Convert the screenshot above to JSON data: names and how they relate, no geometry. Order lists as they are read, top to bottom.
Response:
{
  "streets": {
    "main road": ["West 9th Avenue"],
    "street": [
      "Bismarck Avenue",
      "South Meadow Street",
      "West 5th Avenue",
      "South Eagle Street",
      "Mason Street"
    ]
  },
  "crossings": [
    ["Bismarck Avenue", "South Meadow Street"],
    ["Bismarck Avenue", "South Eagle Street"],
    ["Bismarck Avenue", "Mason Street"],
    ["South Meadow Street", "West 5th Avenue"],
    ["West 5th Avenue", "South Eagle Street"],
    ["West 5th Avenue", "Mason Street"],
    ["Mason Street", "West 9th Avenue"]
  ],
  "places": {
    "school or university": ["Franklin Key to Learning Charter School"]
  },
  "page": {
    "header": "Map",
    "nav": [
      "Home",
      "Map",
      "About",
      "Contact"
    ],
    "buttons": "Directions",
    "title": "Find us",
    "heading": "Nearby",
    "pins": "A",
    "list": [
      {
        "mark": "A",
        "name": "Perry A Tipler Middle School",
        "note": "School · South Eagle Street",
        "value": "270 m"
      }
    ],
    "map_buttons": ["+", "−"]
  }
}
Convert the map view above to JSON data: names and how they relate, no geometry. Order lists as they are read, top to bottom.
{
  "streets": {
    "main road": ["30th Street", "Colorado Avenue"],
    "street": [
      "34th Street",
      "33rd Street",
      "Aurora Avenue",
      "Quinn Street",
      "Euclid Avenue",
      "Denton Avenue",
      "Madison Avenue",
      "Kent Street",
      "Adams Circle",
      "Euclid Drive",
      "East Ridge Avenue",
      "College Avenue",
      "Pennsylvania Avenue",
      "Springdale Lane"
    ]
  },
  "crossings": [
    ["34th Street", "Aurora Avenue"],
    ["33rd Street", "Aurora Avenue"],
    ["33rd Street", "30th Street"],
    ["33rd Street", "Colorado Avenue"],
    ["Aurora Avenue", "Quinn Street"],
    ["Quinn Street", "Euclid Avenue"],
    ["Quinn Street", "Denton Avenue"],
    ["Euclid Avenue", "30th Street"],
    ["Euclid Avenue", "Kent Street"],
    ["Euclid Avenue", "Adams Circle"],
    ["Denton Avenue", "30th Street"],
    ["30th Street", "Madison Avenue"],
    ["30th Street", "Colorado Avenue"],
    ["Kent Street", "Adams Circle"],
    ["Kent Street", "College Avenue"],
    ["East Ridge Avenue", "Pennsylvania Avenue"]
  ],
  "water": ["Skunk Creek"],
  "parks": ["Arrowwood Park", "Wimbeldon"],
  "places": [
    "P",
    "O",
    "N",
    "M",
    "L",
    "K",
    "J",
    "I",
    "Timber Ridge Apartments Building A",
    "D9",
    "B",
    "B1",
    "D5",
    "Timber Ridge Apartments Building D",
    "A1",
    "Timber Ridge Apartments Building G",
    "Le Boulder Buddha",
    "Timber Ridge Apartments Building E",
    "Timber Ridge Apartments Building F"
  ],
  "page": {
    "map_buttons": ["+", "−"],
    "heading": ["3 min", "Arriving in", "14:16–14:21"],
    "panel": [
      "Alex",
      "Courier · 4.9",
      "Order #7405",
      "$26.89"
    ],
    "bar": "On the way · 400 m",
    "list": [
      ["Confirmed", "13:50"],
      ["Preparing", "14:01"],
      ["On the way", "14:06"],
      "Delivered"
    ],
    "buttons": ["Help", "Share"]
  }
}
+++
# BRIEF
What lines in the listing above hold the string "Eagle"? List them.

# THE ANSWER
      "South Eagle Street",
    ["Bismarck Avenue", "South Eagle Street"],
    ["West 5th Avenue", "South Eagle Street"],
        "note": "School · South Eagle Street",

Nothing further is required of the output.